[Records drawn from a dataset]
******
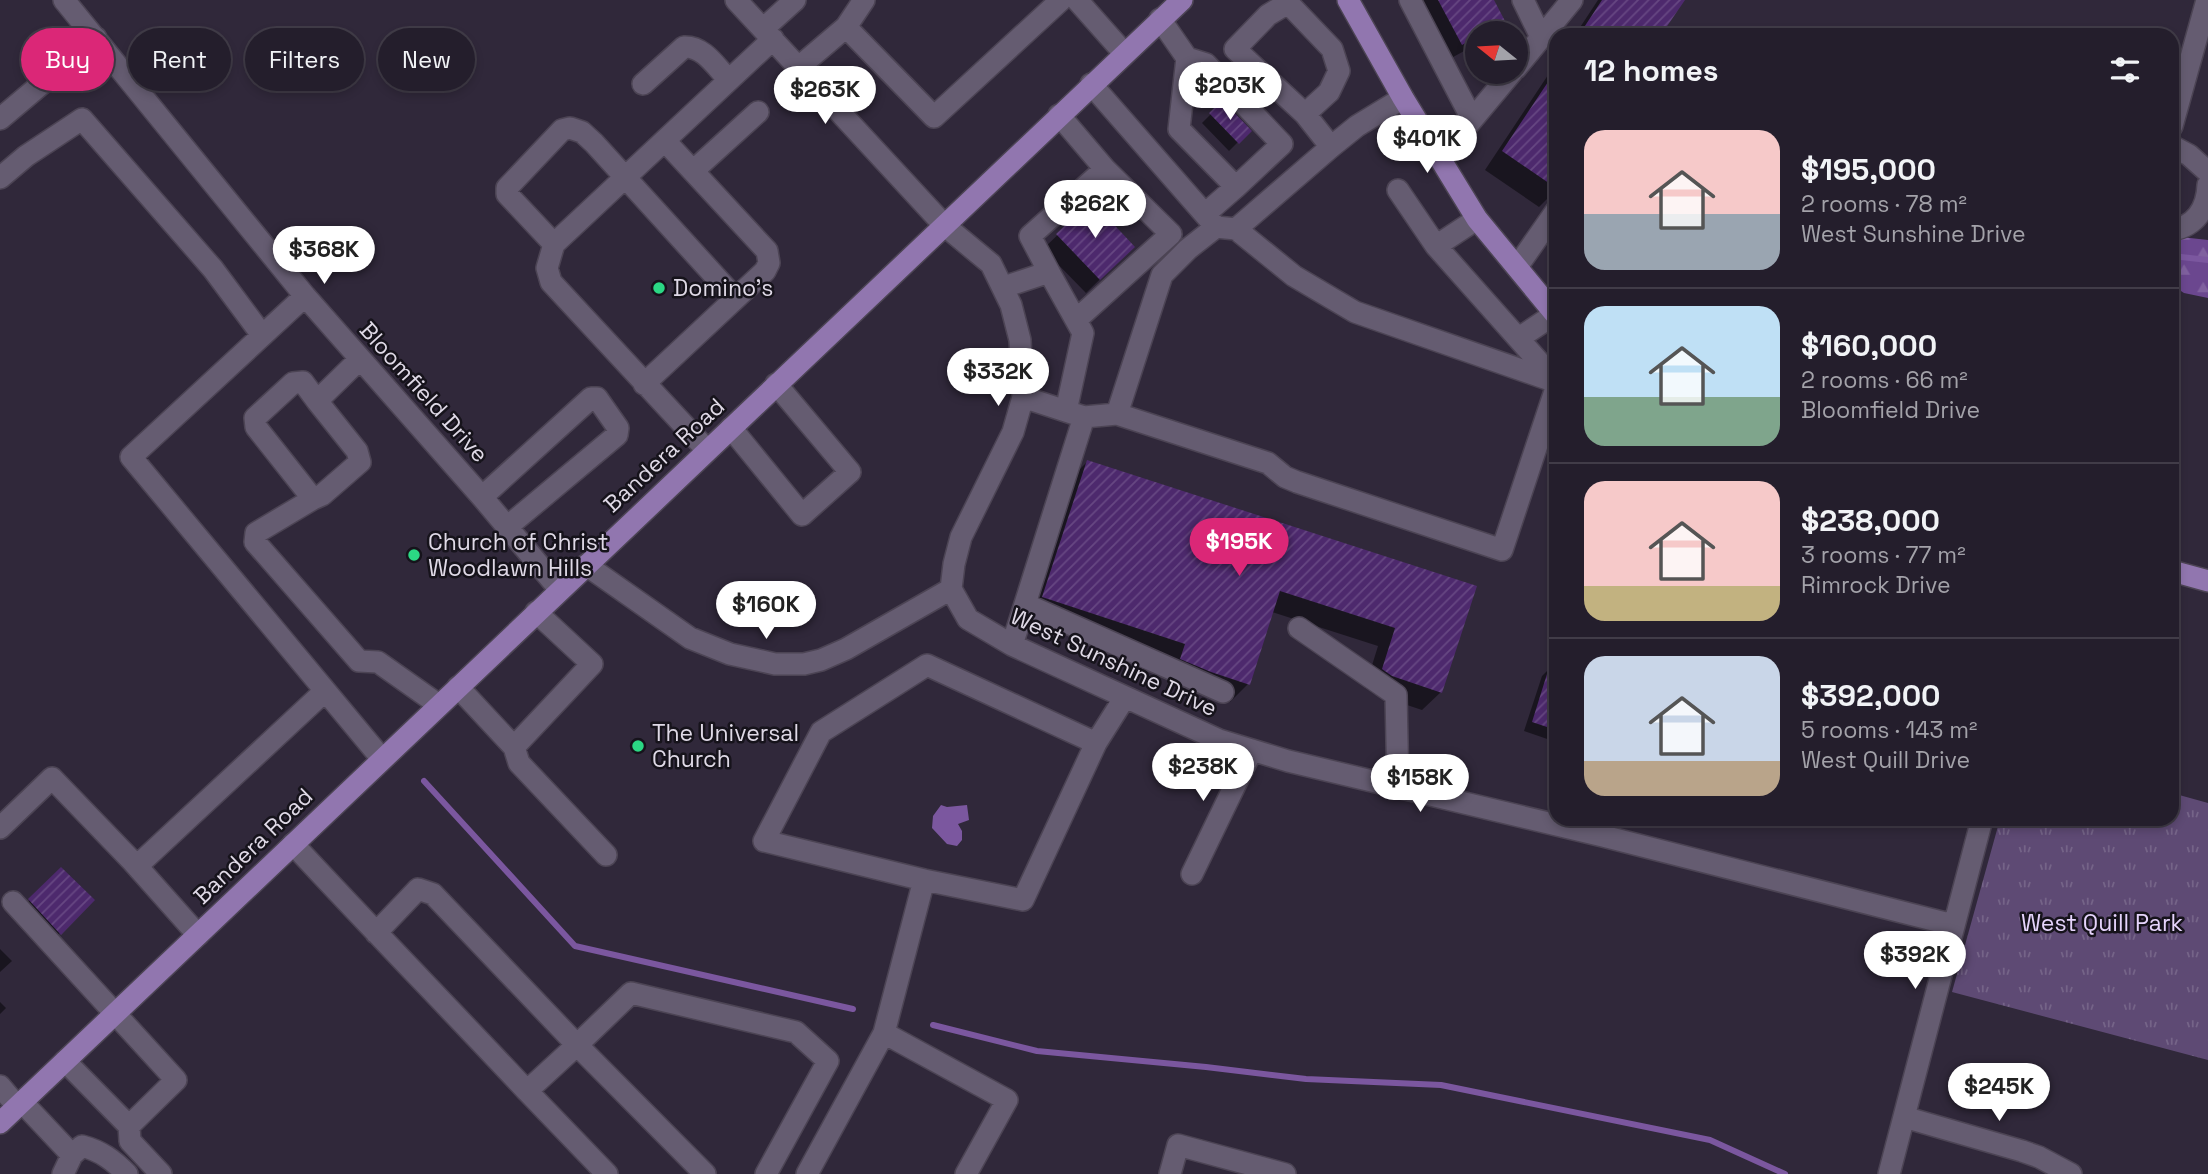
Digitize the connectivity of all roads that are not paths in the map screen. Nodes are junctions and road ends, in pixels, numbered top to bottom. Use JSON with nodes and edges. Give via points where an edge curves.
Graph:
{"nodes":[{"id":1,"x":64,"y":0,"type":"edge"},
{"id":2,"x":736,"y":0,"type":"edge"},
{"id":3,"x":795,"y":0,"type":"edge"},
{"id":4,"x":864,"y":0,"type":"edge"},
{"id":5,"x":1074,"y":0,"type":"edge"},
{"id":6,"x":1182,"y":0,"type":"edge"},
{"id":7,"x":1348,"y":0,"type":"edge"},
{"id":8,"x":1410,"y":0,"type":"edge"},
{"id":9,"x":1523,"y":0,"type":"edge"},
{"id":10,"x":1572,"y":0,"type":"edge"},
{"id":11,"x":2207,"y":2,"type":"edge"},
{"id":12,"x":1261,"y":7,"type":"edge"},
{"id":13,"x":1160,"y":19,"type":"junction"},
{"id":14,"x":846,"y":27,"type":"junction"},
{"id":15,"x":88,"y":28,"type":"edge"},
{"id":16,"x":768,"y":34,"type":"junction"},
{"id":17,"x":1541,"y":37,"type":"junction"},
{"id":18,"x":1235,"y":49,"type":"junction"},
{"id":19,"x":1124,"y":53,"type":"junction"},
{"id":20,"x":1528,"y":53,"type":"edge"},
{"id":21,"x":1187,"y":58,"type":"junction"},
{"id":22,"x":114,"y":60,"type":"edge"},
{"id":23,"x":799,"y":66,"type":"junction"},
{"id":24,"x":1213,"y":72,"type":"junction"},
{"id":25,"x":729,"y":80,"type":"junction"},
{"id":26,"x":643,"y":84,"type":"dead end"},
{"id":27,"x":1091,"y":84,"type":"junction"},
{"id":28,"x":1502,"y":84,"type":"edge"},
{"id":29,"x":33,"y":91,"type":"edge"},
{"id":30,"x":1403,"y":98,"type":"junction"},
{"id":31,"x":2179,"y":102,"type":"edge"},
{"id":32,"x":758,"y":111,"type":"dead end"},
{"id":33,"x":1305,"y":114,"type":"junction"},
{"id":34,"x":1059,"y":115,"type":"junction"},
{"id":35,"x":0,"y":119,"type":"edge"},
{"id":36,"x":1472,"y":119,"type":"junction"},
{"id":37,"x":1179,"y":129,"type":"junction"},
{"id":38,"x":665,"y":141,"type":"junction"},
{"id":39,"x":1331,"y":147,"type":"junction"},
{"id":40,"x":2179,"y":150,"type":"edge"},
{"id":41,"x":1150,"y":151,"type":"junction"},
{"id":42,"x":1441,"y":157,"type":"junction"},
{"id":43,"x":1105,"y":169,"type":"junction"},
{"id":44,"x":694,"y":171,"type":"junction"},
{"id":45,"x":2208,"y":172,"type":"edge"},
{"id":46,"x":0,"y":178,"type":"edge"},
{"id":47,"x":626,"y":178,"type":"junction"},
{"id":48,"x":2208,"y":185,"type":"edge"},
{"id":49,"x":1236,"y":187,"type":"junction"},
{"id":50,"x":1398,"y":190,"type":"dead end"},
{"id":51,"x":1476,"y":219,"type":"junction"},
{"id":52,"x":1549,"y":221,"type":"edge"},
{"id":53,"x":1219,"y":223,"type":"junction"},
{"id":54,"x":944,"y":225,"type":"junction"},
{"id":55,"x":2179,"y":229,"type":"edge"},
{"id":56,"x":554,"y":244,"type":"junction"},
{"id":57,"x":1436,"y":246,"type":"junction"},
{"id":58,"x":1517,"y":267,"type":"junction"},
{"id":59,"x":1049,"y":272,"type":"junction"},
{"id":60,"x":1004,"y":287,"type":"junction"},
{"id":61,"x":305,"y":296,"type":"junction"},
{"id":62,"x":735,"y":298,"type":"junction"},
{"id":63,"x":1549,"y":307,"type":"edge"},
{"id":64,"x":1549,"y":318,"type":"edge"},
{"id":65,"x":1076,"y":320,"type":"junction"},
{"id":66,"x":262,"y":335,"type":"junction"},
{"id":67,"x":1519,"y":338,"type":"junction"},
{"id":68,"x":360,"y":359,"type":"junction"},
{"id":69,"x":1549,"y":374,"type":"edge"},
{"id":70,"x":1549,"y":380,"type":"edge"},
{"id":71,"x":644,"y":384,"type":"junction"},
{"id":72,"x":776,"y":384,"type":"junction"},
{"id":73,"x":1023,"y":397,"type":"junction"},
{"id":74,"x":317,"y":401,"type":"junction"},
{"id":75,"x":1549,"y":409,"type":"edge"},
{"id":76,"x":1075,"y":414,"type":"junction"},
{"id":77,"x":1117,"y":414,"type":"junction"},
{"id":78,"x":731,"y":428,"type":"junction"},
{"id":79,"x":707,"y":450,"type":"junction"},
{"id":80,"x":482,"y":496,"type":"junction"},
{"id":81,"x":313,"y":499,"type":"junction"},
{"id":82,"x":507,"y":527,"type":"junction"},
{"id":83,"x":586,"y":565,"type":"junction"},
{"id":84,"x":2179,"y":573,"type":"edge"},
{"id":85,"x":2208,"y":580,"type":"edge"},
{"id":86,"x":951,"y":589,"type":"junction"},
{"id":87,"x":560,"y":590,"type":"junction"},
{"id":88,"x":1025,"y":604,"type":"junction"},
{"id":89,"x":537,"y":612,"type":"junction"},
{"id":90,"x":1299,"y":628,"type":"dead end"},
{"id":91,"x":1012,"y":645,"type":"junction"},
{"id":92,"x":458,"y":687,"type":"junction"},
{"id":93,"x":325,"y":691,"type":"junction"},
{"id":94,"x":1223,"y":692,"type":"dead end"},
{"id":95,"x":1125,"y":697,"type":"junction"},
{"id":96,"x":439,"y":705,"type":"junction"},
{"id":97,"x":1096,"y":743,"type":"junction"},
{"id":98,"x":514,"y":747,"type":"junction"},
{"id":99,"x":1252,"y":750,"type":"junction"},
{"id":100,"x":382,"y":760,"type":"junction"},
{"id":101,"x":1398,"y":787,"type":"junction"},
{"id":102,"x":1549,"y":823,"type":"edge"},
{"id":103,"x":1562,"y":826,"type":"edge"},
{"id":104,"x":1980,"y":826,"type":"edge"},
{"id":105,"x":0,"y":828,"type":"edge"},
{"id":106,"x":293,"y":844,"type":"junction"},
{"id":107,"x":606,"y":855,"type":"dead end"},
{"id":108,"x":137,"y":866,"type":"junction"},
{"id":109,"x":1192,"y":874,"type":"dead end"},
{"id":110,"x":924,"y":880,"type":"junction"},
{"id":111,"x":13,"y":902,"type":"dead end"},
{"id":112,"x":1953,"y":925,"type":"junction"},
{"id":113,"x":376,"y":933,"type":"junction"},
{"id":114,"x":198,"y":935,"type":"junction"},
{"id":115,"x":116,"y":1013,"type":"junction"},
{"id":116,"x":884,"y":1033,"type":"junction"},
{"id":117,"x":577,"y":1045,"type":"junction"},
{"id":118,"x":65,"y":1061,"type":"junction"},
{"id":119,"x":0,"y":1086,"type":"edge"},
{"id":120,"x":527,"y":1091,"type":"junction"},
{"id":121,"x":20,"y":1104,"type":"junction"},
{"id":122,"x":1904,"y":1118,"type":"junction"},
{"id":123,"x":0,"y":1123,"type":"edge"},
{"id":124,"x":129,"y":1126,"type":"junction"},
{"id":125,"x":70,"y":1166,"type":"edge"},
{"id":126,"x":127,"y":1174,"type":"edge"},
{"id":127,"x":161,"y":1174,"type":"edge"},
{"id":128,"x":607,"y":1174,"type":"edge"},
{"id":129,"x":705,"y":1174,"type":"edge"},
{"id":130,"x":766,"y":1174,"type":"edge"},
{"id":131,"x":807,"y":1174,"type":"edge"},
{"id":132,"x":966,"y":1174,"type":"edge"},
{"id":133,"x":1170,"y":1174,"type":"edge"},
{"id":134,"x":1285,"y":1174,"type":"edge"},
{"id":135,"x":1889,"y":1174,"type":"edge"},
{"id":136,"x":2071,"y":1174,"type":"edge"}],
"edges":[{"from":1,"to":15,"type":"street","name":"Bloomfield Drive"},
{"from":2,"to":16,"type":"street"},
{"from":3,"to":16,"type":"street"},
{"from":4,"to":14,"type":"street"},
{"from":5,"to":14,"type":"street","via":[[934,117]]},
{"from":5,"to":19,"type":"street"},
{"from":6,"to":13,"type":"main road","name":"Bandera Road"},
{"from":7,"to":30,"type":"main road"},
{"from":8,"to":36,"type":"street"},
{"from":9,"to":17,"type":"street"},
{"from":10,"to":17,"type":"street"},
{"from":11,"to":31,"type":"street"},
{"from":12,"to":18,"type":"street"},
{"from":12,"to":33,"type":"street","via":[[1288,3],[1332,49],[1339,71],[1329,92]]},
{"from":13,"to":19,"type":"main road","name":"Bandera Road"},
{"from":13,"to":21,"type":"street"},
{"from":14,"to":23,"type":"street"},
{"from":16,"to":23,"type":"street"},
{"from":16,"to":25,"type":"street"},
{"from":17,"to":20,"type":"street"},
{"from":18,"to":24,"type":"street"},
{"from":18,"to":33,"type":"street"},
{"from":19,"to":27,"type":"main road","name":"Bandera Road"},
{"from":21,"to":24,"type":"street","via":[[1206,64]]},
{"from":21,"to":37,"type":"street"},
{"from":22,"to":61,"type":"street","name":"Bloomfield Drive"},
{"from":23,"to":54,"type":"street"},
{"from":24,"to":49,"type":"street","via":[[1282,144]]},
{"from":25,"to":26,"type":"street","via":[[701,51],[684,47]]},
{"from":25,"to":38,"type":"street"},
{"from":27,"to":34,"type":"main road","name":"Bandera Road"},
{"from":27,"to":41,"type":"street"},
{"from":28,"to":36,"type":"street"},
{"from":29,"to":35,"type":"street"},
{"from":30,"to":39,"type":"street"},
{"from":30,"to":42,"type":"main road"},
{"from":32,"to":44,"type":"street"},
{"from":33,"to":39,"type":"street"},
{"from":34,"to":43,"type":"street"},
{"from":34,"to":54,"type":"main road","name":"Bandera Road"},
{"from":36,"to":42,"type":"street"},
{"from":37,"to":41,"type":"street"},
{"from":37,"to":49,"type":"street"},
{"from":38,"to":44,"type":"street"},
{"from":38,"to":47,"type":"street"},
{"from":39,"to":53,"type":"street"},
{"from":40,"to":45,"type":"street"},
{"from":41,"to":53,"type":"street"},
{"from":42,"to":51,"type":"main road"},
{"from":43,"to":59,"type":"street","via":[[1030,236]]},
{"from":43,"to":65,"type":"street","via":[[1171,234]]},
{"from":44,"to":62,"type":"street","via":[[767,251],[765,271]]},
{"from":46,"to":66,"type":"street","via":[[82,119],[213,269]]},
{"from":47,"to":56,"type":"street"},
{"from":47,"to":56,"type":"street","via":[[582,132],[562,130],[507,188],[507,194]]},
{"from":47,"to":62,"type":"street"},
{"from":48,"to":55,"type":"street","via":[[2201,213]]},
{"from":49,"to":53,"type":"street"},
{"from":50,"to":57,"type":"street"},
{"from":51,"to":57,"type":"street"},
{"from":51,"to":58,"type":"main road"},
{"from":52,"to":58,"type":"street"},
{"from":53,"to":70,"type":"street","via":[[1355,312]]},
{"from":53,"to":77,"type":"street","via":[[1162,275]]},
{"from":54,"to":60,"type":"street","via":[[991,264]]},
{"from":54,"to":72,"type":"main road","name":"Bandera Road"},
{"from":56,"to":71,"type":"street","via":[[547,268],[551,282]]},
{"from":57,"to":67,"type":"street"},
{"from":58,"to":63,"type":"main road"},
{"from":59,"to":60,"type":"street"},
{"from":59,"to":65,"type":"street"},
{"from":60,"to":73,"type":"street","via":[[1020,340]]},
{"from":61,"to":66,"type":"street"},
{"from":61,"to":68,"type":"street","name":"Bloomfield Drive"},
{"from":62,"to":71,"type":"street"},
{"from":64,"to":67,"type":"street"},
{"from":65,"to":76,"type":"street","via":[[1083,333]]},
{"from":66,"to":93,"type":"street","via":[[131,457]]},
{"from":67,"to":69,"type":"street"},
{"from":68,"to":74,"type":"street"},
{"from":68,"to":80,"type":"street","name":"Bloomfield Drive"},
{"from":71,"to":79,"type":"street"},
{"from":72,"to":78,"type":"main road","name":"Bandera Road"},
{"from":72,"to":78,"type":"street","via":[[850,472],[802,515]]},
{"from":73,"to":76,"type":"street"},
{"from":73,"to":86,"type":"street","via":[[1013,432],[961,537]]},
{"from":74,"to":81,"type":"street","via":[[360,462]]},
{"from":74,"to":81,"type":"street","via":[[303,382],[293,383],[255,418],[256,427]]},
{"from":75,"to":77,"type":"street","via":[[1502,550],[1297,482],[1268,463]]},
{"from":76,"to":77,"type":"street"},
{"from":76,"to":88,"type":"street"},
{"from":78,"to":79,"type":"main road","name":"Bandera Road"},
{"from":79,"to":83,"type":"main road","name":"Bandera Road"},
{"from":80,"to":82,"type":"street","name":"Bloomfield Drive"},
{"from":80,"to":82,"type":"street","via":[[591,398],[597,398],[618,428],[617,435]]},
{"from":81,"to":96,"type":"street","via":[[256,533],[255,542],[359,661],[378,662]]},
{"from":82,"to":87,"type":"street","name":"Bloomfield Drive"},
{"from":83,"to":86,"type":"street","via":[[690,638],[730,654],[775,664],[821,660]]},
{"from":83,"to":87,"type":"main road","name":"Bandera Road"},
{"from":84,"to":85,"type":"main road"},
{"from":86,"to":91,"type":"street","name":"West Sunshine Drive","via":[[968,619]]},
{"from":87,"to":89,"type":"main road","name":"Bandera Road"},
{"from":88,"to":91,"type":"street"},
{"from":88,"to":94,"type":"street"},
{"from":89,"to":92,"type":"main road","name":"Bandera Road"},
{"from":89,"to":98,"type":"street","via":[[592,664]]},
{"from":90,"to":101,"type":"street","via":[[1396,695]]},
{"from":91,"to":95,"type":"street","name":"West Sunshine Drive"},
{"from":92,"to":96,"type":"main road","name":"Bandera Road"},
{"from":92,"to":98,"type":"street"},
{"from":93,"to":100,"type":"street"},
{"from":93,"to":108,"type":"street"},
{"from":95,"to":97,"type":"street"},
{"from":95,"to":99,"type":"street","name":"West Sunshine Drive"},
{"from":96,"to":100,"type":"main road","name":"Bandera Road"},
{"from":97,"to":110,"type":"street","via":[[1023,900]]},
{"from":97,"to":110,"type":"street","via":[[927,666],[821,732],[764,841]]},
{"from":98,"to":107,"type":"street","via":[[519,763]]},
{"from":99,"to":101,"type":"street","name":"West Sunshine Drive"},
{"from":99,"to":109,"type":"street"},
{"from":100,"to":106,"type":"main road","name":"Bandera Road"},
{"from":101,"to":102,"type":"street","name":"West Sunshine Drive"},
{"from":103,"to":112,"type":"street","name":"West Sunshine Drive"},
{"from":104,"to":112,"type":"street"},
{"from":105,"to":108,"type":"street","via":[[52,778]]},
{"from":106,"to":113,"type":"street"},
{"from":106,"to":114,"type":"main road","name":"Bandera Road"},
{"from":108,"to":114,"type":"street"},
{"from":110,"to":116,"type":"street"},
{"from":111,"to":115,"type":"street"},
{"from":112,"to":122,"type":"street"},
{"from":113,"to":117,"type":"street","via":[[418,889],[433,894]]},
{"from":113,"to":120,"type":"street"},
{"from":114,"to":115,"type":"main road","name":"Bandera Road"},
{"from":115,"to":118,"type":"main road","name":"Bandera Road"},
{"from":115,"to":124,"type":"street","via":[[176,1080]]},
{"from":116,"to":131,"type":"street"},
{"from":116,"to":132,"type":"street","via":[[1006,1100]]},
{"from":117,"to":120,"type":"street"},
{"from":117,"to":129,"type":"street"},
{"from":117,"to":130,"type":"street","via":[[631,993],[796,1031],[828,1061]]},
{"from":118,"to":121,"type":"main road","name":"Bandera Road"},
{"from":118,"to":124,"type":"street"},
{"from":119,"to":121,"type":"street"},
{"from":120,"to":128,"type":"street"},
{"from":121,"to":123,"type":"main road","name":"Bandera Road"},
{"from":121,"to":125,"type":"street"},
{"from":122,"to":135,"type":"street"},
{"from":122,"to":136,"type":"street","via":[[2022,1151]]},
{"from":124,"to":127,"type":"street","via":[[130,1140]]},
{"from":125,"to":126,"type":"street","via":[[82,1146],[112,1159]]},
{"from":133,"to":134,"type":"street","via":[[1178,1144]]}]}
******
## Your instructions
The expected answer is a copy of every line in the entries that holds the word "edges".

## Written response
Digitize the connectivity of all roads that are not paths in the map screen. Nodes are junctions and road ends, in pixels, numbered top to bottom. Use JSON with nodes and edges. Give via points where an edge curves.
"edges":[{"from":1,"to":15,"type":"street","name":"Bloomfield Drive"},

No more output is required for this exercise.